### INSTRUCTIONS TO FOLLOW
Using the records below, find every line that includes "Daubas" and copy it.

(Beginning of DATA FOR REVIEW)

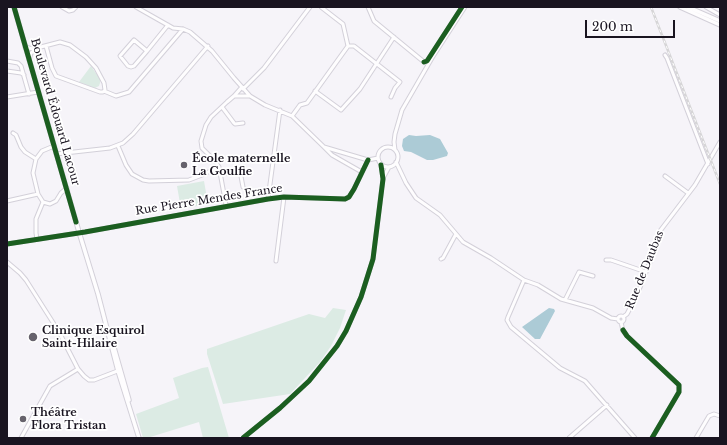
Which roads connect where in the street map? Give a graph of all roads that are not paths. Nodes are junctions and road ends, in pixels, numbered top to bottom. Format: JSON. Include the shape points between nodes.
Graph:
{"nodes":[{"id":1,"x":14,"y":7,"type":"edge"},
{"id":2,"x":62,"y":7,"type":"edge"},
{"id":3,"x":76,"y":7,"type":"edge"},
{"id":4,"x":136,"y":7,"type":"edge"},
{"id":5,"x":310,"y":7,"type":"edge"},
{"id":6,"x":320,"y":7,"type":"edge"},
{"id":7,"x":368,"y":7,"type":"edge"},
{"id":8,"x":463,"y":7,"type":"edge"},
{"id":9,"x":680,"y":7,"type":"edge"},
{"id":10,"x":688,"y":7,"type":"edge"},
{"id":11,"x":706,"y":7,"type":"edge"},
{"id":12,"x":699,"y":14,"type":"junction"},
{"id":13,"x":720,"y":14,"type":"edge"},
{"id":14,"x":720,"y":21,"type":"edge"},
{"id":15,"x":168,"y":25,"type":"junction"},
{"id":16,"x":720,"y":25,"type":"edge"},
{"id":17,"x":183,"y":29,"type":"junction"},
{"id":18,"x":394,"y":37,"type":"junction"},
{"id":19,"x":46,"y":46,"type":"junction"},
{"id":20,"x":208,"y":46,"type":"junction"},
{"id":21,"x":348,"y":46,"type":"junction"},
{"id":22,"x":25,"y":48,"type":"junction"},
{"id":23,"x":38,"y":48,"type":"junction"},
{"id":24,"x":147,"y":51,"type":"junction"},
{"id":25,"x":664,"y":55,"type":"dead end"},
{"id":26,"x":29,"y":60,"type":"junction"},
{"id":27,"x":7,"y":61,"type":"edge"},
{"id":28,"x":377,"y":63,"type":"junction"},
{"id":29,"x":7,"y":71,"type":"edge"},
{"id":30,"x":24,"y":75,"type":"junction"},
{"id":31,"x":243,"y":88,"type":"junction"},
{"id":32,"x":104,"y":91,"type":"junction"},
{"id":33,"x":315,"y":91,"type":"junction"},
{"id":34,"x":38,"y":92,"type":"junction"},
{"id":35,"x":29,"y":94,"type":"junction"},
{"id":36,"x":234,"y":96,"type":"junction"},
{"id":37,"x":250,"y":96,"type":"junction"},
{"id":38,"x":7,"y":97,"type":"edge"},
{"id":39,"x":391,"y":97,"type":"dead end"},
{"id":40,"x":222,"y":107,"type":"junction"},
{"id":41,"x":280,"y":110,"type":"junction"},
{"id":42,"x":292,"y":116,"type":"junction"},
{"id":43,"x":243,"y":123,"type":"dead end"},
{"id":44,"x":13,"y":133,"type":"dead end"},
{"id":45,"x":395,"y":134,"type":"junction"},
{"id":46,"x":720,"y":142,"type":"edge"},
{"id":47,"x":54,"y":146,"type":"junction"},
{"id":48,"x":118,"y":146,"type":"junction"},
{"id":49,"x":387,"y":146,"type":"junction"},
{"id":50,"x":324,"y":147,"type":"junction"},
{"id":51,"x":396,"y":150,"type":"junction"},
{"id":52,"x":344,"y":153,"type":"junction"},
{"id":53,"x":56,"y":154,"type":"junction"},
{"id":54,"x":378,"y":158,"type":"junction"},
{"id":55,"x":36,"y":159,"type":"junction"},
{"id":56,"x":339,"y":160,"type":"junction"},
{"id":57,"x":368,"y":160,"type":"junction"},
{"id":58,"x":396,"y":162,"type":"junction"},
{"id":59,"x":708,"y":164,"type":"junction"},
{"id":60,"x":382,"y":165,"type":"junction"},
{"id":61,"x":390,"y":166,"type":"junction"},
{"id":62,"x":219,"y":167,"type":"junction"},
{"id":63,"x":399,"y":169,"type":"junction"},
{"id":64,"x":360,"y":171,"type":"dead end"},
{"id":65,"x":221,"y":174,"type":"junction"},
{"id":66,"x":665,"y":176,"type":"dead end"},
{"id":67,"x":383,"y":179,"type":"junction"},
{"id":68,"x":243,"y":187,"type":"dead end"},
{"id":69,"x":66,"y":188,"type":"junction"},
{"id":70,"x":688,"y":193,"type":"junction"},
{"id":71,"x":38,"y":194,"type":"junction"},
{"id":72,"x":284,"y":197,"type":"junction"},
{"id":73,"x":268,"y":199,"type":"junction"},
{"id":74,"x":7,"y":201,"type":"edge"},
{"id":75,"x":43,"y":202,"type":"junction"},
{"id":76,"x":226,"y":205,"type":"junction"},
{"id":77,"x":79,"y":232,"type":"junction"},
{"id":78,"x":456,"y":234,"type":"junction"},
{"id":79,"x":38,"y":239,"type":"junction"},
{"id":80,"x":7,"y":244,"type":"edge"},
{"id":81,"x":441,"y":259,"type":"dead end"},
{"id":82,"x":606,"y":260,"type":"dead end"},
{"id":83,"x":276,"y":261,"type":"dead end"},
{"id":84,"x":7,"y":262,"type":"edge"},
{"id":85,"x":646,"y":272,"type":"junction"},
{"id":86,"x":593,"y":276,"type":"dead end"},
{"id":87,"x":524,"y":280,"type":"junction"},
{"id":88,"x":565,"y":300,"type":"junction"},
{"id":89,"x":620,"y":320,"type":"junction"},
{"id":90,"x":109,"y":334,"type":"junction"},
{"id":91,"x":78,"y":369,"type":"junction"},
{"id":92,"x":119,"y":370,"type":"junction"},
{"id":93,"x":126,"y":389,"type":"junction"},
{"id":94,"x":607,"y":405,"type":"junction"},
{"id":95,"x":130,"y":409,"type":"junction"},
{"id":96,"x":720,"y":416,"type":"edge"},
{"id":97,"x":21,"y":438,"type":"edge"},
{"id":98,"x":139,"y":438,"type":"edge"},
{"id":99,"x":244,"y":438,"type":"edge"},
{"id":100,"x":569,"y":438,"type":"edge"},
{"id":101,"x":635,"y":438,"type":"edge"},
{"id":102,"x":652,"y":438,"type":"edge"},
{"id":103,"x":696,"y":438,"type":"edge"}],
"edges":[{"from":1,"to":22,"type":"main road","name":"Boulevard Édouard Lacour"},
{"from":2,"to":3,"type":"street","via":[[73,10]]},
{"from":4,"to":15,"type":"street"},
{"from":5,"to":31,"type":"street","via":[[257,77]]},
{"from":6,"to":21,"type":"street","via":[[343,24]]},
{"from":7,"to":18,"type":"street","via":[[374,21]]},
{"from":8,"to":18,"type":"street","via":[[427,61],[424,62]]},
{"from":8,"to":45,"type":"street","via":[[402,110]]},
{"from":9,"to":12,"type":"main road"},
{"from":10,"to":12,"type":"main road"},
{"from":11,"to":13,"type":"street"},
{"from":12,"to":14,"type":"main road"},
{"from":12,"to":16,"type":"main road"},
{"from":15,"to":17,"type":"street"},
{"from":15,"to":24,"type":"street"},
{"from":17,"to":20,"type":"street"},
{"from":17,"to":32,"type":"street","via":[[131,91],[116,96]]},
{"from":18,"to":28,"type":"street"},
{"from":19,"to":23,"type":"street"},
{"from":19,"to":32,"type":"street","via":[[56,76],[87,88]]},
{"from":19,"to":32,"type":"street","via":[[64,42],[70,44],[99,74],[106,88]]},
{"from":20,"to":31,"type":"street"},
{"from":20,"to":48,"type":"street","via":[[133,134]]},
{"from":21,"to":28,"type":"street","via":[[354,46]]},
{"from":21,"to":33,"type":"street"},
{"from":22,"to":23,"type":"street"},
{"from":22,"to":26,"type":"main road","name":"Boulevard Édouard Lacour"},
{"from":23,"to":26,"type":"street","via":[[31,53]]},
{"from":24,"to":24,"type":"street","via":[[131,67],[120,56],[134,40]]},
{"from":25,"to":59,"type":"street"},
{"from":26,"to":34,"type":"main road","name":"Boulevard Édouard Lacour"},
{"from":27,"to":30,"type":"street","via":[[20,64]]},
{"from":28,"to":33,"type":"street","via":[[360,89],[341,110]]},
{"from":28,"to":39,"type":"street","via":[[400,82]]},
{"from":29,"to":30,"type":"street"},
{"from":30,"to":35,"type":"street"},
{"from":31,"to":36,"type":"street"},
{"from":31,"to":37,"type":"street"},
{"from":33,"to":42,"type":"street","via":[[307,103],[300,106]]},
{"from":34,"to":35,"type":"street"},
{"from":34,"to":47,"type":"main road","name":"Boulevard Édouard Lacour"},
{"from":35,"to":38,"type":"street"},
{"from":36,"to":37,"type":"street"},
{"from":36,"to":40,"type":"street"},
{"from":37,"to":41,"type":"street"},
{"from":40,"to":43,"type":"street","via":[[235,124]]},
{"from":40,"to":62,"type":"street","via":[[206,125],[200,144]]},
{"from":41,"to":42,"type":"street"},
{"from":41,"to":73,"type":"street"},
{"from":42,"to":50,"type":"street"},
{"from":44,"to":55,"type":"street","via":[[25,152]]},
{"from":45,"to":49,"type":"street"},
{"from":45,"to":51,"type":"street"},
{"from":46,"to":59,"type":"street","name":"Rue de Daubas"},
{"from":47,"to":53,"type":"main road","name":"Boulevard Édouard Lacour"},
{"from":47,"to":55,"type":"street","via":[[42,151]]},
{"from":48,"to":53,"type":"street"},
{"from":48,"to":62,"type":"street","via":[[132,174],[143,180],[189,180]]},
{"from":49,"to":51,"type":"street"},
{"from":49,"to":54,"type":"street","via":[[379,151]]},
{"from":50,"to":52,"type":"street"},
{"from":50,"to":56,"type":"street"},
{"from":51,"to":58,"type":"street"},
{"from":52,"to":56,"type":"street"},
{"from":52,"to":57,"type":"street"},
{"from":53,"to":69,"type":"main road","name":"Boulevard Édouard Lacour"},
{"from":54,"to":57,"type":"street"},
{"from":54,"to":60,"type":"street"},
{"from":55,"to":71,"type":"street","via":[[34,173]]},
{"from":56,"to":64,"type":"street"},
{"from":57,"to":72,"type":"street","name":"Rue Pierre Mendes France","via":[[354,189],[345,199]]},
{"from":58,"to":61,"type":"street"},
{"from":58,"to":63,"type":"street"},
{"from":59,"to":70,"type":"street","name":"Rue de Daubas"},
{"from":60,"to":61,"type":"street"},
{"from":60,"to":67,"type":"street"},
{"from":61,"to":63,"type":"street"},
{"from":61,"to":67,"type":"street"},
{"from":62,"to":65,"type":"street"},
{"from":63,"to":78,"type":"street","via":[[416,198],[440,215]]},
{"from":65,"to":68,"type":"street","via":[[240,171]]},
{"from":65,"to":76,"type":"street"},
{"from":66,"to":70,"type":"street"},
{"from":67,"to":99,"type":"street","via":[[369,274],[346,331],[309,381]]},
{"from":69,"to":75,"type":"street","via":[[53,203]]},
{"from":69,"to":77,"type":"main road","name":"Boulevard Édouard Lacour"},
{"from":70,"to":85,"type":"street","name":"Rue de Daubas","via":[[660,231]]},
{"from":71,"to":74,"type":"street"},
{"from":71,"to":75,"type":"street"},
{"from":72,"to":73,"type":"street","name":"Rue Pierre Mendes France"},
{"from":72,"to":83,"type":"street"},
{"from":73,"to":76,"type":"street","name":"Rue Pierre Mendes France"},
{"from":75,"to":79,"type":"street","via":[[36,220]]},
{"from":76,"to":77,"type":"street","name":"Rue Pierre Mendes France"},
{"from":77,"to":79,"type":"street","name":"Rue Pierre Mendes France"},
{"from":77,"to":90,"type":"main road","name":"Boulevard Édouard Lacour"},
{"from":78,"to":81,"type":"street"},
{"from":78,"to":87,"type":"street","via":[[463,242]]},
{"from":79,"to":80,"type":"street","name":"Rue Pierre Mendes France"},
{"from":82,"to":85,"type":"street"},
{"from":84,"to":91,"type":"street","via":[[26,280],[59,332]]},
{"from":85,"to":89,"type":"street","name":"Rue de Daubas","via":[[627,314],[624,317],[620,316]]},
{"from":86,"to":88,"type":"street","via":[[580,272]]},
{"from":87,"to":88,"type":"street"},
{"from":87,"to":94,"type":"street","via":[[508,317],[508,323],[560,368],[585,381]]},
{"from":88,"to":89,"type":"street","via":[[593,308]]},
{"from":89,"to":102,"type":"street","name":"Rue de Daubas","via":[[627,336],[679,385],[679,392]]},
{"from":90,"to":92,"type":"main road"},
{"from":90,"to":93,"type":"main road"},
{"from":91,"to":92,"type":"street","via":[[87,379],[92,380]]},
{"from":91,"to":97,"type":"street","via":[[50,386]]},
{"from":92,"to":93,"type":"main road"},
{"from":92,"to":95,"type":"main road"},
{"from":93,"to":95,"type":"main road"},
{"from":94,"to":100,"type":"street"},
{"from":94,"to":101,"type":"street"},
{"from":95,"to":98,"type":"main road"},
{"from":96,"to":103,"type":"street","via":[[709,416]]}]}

(End of DATA FOR REVIEW)

### SOLUTION FOR THIS EXERCISE
{"from":46,"to":59,"type":"street","name":"Rue de Daubas"},
{"from":59,"to":70,"type":"street","name":"Rue de Daubas"},
{"from":70,"to":85,"type":"street","name":"Rue de Daubas","via":[[660,231]]},
{"from":85,"to":89,"type":"street","name":"Rue de Daubas","via":[[627,314],[624,317],[620,316]]},
{"from":89,"to":102,"type":"street","name":"Rue de Daubas","via":[[627,336],[679,385],[679,392]]},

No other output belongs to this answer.